Model: Autoregressive Transformer (Decoder) + MDN

class MDN(nn.Module):
    """
    Mixture density network compatible with full covariance.
    Adapted from https://github.com/haimengzhao/full-cov-mdn

    [ Bishop, 1994 ]

    Parameters
    ----------
    dim_in: int; dimensionality of the covariates
    dim_out: int; dimensionality of the response variable
    n_components: int; number of components in the mixture model
    full_cov: bool; whether to use full or diagonal covariance matrix
    """
    def __init__(self, dim_in, dim_out, n_components, full_cov=True):
        super().__init__()
        self.pi_net = OneHotCategoricalNetwork(dim_in, n_components)
        self.normal_net = NormalNetwork(dim_in, dim_out, n_components, full_cov)

    def forward(self, x, tau=1.):
        return self.pi_net(x, tau), self.normal_net(x, tau)

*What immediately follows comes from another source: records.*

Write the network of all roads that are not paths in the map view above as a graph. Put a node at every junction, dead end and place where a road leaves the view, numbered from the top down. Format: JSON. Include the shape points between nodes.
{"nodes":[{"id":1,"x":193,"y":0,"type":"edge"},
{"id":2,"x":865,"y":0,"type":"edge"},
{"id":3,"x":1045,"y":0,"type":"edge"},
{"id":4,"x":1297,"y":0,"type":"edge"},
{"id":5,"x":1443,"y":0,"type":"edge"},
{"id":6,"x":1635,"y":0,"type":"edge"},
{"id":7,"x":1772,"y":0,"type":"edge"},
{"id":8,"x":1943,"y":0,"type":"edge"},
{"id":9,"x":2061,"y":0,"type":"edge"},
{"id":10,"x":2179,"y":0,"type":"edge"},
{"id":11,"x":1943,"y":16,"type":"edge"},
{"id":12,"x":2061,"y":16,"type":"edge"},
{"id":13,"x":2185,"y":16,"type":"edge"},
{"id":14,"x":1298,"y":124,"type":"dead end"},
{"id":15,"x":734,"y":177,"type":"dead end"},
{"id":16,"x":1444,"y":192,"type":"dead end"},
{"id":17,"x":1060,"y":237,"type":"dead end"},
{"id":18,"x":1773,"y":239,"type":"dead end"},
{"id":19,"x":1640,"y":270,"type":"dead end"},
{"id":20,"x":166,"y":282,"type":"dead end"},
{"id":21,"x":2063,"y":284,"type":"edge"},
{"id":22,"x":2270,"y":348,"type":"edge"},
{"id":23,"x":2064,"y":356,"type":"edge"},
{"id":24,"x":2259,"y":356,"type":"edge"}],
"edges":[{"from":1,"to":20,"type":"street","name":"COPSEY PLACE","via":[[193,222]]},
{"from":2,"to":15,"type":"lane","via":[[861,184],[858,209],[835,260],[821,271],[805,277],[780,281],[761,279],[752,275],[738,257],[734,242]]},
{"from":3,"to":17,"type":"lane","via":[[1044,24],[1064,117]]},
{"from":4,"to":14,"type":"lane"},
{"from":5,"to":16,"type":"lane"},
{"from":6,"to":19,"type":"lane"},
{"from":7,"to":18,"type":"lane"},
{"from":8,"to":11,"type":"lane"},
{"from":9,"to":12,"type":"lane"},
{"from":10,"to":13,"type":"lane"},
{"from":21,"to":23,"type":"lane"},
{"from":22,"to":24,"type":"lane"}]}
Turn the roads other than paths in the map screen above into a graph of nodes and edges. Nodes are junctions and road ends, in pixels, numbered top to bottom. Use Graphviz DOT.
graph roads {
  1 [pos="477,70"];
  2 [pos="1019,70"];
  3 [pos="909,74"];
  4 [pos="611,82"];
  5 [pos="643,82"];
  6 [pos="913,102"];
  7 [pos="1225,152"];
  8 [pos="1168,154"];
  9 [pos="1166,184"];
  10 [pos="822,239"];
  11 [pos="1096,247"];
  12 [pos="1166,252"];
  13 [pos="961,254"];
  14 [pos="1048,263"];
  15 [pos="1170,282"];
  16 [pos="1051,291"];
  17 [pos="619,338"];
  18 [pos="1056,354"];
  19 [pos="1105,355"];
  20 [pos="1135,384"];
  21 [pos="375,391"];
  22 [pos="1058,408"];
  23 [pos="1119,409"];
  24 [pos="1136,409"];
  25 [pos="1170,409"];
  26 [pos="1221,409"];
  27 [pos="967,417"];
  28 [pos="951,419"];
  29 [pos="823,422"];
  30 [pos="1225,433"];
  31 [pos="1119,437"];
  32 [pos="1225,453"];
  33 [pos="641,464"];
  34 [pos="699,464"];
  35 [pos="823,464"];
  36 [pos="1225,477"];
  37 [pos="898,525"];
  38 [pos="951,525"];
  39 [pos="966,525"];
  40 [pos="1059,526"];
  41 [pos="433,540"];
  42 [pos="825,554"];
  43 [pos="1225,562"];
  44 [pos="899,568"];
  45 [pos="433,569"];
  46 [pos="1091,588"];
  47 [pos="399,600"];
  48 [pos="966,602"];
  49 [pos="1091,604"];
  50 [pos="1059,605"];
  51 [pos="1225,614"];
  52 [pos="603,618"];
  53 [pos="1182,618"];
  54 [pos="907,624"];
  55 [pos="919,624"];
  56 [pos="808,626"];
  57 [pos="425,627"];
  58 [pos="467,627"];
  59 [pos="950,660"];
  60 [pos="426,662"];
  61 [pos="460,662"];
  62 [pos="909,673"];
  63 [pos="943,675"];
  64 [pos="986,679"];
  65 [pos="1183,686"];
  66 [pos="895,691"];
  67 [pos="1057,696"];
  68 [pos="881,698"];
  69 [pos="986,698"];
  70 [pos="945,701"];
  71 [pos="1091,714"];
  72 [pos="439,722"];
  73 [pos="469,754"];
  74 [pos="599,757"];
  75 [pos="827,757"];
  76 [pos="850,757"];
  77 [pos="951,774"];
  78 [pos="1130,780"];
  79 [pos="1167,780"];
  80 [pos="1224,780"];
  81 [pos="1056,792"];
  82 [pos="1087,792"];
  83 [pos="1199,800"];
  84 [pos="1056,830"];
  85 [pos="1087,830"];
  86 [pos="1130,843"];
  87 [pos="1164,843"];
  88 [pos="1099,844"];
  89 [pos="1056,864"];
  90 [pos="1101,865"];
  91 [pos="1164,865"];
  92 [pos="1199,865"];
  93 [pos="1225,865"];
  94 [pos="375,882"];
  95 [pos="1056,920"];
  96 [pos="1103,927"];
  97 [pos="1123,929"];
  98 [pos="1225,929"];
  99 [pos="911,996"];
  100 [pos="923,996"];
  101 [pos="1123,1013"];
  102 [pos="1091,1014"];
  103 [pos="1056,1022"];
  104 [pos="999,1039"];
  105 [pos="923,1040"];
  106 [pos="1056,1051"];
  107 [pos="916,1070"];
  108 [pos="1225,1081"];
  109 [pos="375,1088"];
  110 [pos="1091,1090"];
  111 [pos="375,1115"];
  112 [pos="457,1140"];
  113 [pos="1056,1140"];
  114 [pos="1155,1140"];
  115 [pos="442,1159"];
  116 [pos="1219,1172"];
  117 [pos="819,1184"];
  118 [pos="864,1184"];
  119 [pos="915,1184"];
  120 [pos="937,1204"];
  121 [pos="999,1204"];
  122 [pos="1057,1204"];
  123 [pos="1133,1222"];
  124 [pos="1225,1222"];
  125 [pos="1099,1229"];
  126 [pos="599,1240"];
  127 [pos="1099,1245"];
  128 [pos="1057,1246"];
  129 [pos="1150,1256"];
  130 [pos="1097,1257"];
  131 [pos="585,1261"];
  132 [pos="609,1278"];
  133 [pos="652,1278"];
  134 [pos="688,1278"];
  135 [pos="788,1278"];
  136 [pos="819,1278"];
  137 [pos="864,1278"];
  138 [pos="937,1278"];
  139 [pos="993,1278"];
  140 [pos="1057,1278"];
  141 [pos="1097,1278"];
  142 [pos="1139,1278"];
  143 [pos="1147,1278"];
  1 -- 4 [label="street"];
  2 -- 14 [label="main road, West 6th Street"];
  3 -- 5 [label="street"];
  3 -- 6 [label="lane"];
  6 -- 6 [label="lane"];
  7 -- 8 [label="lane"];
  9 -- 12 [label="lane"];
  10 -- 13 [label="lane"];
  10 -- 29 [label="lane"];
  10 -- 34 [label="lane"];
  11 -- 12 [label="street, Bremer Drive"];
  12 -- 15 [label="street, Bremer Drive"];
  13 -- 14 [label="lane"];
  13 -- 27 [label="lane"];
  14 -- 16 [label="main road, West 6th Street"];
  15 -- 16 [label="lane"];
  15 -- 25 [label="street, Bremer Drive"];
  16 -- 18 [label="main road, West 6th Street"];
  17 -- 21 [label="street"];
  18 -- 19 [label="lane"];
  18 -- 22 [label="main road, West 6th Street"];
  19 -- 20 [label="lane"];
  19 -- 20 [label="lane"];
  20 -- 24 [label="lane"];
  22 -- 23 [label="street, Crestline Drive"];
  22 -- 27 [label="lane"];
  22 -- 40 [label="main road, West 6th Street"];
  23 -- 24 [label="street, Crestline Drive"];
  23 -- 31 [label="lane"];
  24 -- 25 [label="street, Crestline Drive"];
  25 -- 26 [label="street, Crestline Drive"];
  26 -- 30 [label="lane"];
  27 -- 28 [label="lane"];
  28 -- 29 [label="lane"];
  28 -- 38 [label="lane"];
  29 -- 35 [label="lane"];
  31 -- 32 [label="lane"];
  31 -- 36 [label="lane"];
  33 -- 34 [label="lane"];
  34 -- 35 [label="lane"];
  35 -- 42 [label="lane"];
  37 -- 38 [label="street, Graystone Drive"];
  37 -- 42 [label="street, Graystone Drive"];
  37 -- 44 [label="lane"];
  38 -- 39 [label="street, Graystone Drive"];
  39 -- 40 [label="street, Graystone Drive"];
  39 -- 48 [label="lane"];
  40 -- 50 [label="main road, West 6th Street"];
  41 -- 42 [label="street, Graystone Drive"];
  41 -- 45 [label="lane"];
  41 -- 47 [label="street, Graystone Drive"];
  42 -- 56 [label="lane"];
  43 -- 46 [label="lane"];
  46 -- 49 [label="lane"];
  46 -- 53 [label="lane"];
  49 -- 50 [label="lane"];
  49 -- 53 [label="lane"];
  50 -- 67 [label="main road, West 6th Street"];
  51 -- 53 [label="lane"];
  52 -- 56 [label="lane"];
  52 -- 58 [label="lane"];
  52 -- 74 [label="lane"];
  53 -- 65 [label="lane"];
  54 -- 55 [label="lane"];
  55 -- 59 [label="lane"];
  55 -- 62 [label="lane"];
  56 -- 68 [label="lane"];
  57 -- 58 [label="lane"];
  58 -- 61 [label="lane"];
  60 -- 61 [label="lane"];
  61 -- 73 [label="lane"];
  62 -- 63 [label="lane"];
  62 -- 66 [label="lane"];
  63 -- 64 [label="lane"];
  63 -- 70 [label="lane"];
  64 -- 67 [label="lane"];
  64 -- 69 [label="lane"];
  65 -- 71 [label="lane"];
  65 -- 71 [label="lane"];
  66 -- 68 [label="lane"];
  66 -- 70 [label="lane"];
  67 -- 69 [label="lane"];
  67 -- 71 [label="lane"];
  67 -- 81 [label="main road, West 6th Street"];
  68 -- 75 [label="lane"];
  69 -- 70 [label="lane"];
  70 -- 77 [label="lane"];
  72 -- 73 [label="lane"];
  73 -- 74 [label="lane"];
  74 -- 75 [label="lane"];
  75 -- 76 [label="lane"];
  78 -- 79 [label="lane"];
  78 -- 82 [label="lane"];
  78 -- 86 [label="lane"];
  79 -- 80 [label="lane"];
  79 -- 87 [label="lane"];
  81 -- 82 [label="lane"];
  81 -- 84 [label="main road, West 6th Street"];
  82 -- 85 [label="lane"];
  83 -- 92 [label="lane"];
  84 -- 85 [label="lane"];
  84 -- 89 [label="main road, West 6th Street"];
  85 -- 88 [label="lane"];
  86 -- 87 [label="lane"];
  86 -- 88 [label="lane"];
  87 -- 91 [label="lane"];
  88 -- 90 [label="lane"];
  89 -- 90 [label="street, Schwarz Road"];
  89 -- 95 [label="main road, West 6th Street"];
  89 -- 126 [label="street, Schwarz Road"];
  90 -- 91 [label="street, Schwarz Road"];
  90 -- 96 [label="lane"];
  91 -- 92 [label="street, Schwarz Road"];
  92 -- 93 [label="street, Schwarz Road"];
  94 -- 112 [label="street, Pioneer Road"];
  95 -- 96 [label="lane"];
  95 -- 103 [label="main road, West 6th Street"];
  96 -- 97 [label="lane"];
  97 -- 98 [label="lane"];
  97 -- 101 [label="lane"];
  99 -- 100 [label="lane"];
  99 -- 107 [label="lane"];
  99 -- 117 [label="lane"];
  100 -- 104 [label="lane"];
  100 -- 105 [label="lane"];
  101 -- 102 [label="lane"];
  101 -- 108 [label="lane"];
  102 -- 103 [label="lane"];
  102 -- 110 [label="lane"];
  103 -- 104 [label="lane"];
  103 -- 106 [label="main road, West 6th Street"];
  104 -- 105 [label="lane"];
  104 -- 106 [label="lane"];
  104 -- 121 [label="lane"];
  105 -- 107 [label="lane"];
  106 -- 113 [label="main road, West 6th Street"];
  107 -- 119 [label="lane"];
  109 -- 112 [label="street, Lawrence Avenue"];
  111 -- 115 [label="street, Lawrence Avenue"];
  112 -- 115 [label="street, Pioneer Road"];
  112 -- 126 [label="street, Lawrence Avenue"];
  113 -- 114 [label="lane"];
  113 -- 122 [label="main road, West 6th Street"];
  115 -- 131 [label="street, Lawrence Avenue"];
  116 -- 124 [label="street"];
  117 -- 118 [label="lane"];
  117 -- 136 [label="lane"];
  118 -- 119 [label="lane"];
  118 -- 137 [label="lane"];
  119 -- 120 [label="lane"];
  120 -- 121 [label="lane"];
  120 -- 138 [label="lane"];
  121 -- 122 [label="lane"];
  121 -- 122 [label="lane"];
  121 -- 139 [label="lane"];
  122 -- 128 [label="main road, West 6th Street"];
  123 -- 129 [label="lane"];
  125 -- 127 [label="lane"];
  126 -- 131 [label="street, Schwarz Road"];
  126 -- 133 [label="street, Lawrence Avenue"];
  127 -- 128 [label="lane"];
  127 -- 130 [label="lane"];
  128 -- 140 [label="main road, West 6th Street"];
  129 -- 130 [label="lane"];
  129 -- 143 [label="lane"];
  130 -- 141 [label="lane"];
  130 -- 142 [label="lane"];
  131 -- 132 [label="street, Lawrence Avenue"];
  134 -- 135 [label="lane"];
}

class NormalNetwork(nn.Module):
    def __init__(self, in_dim, out_dim, n_components, full_cov=True):
        super().__init__()
        self.n_components = n_components
        self.out_dim = out_dim
        self.full_cov = full_cov
        self.tril_indices = torch.tril_indices(row=out_dim, col=out_dim, offset=0)
        self.mean_net = nn.Linear(in_dim, out_dim * n_components)
        if full_cov:
            # Cholesky decomposition of the covariance matrix
            self.tril_net = nn.Linear(in_dim, int(out_dim * (out_dim + 1) / 2 * n_components))
        else:
            self.tril_net = nn.Linear(in_dim, out_dim * n_components)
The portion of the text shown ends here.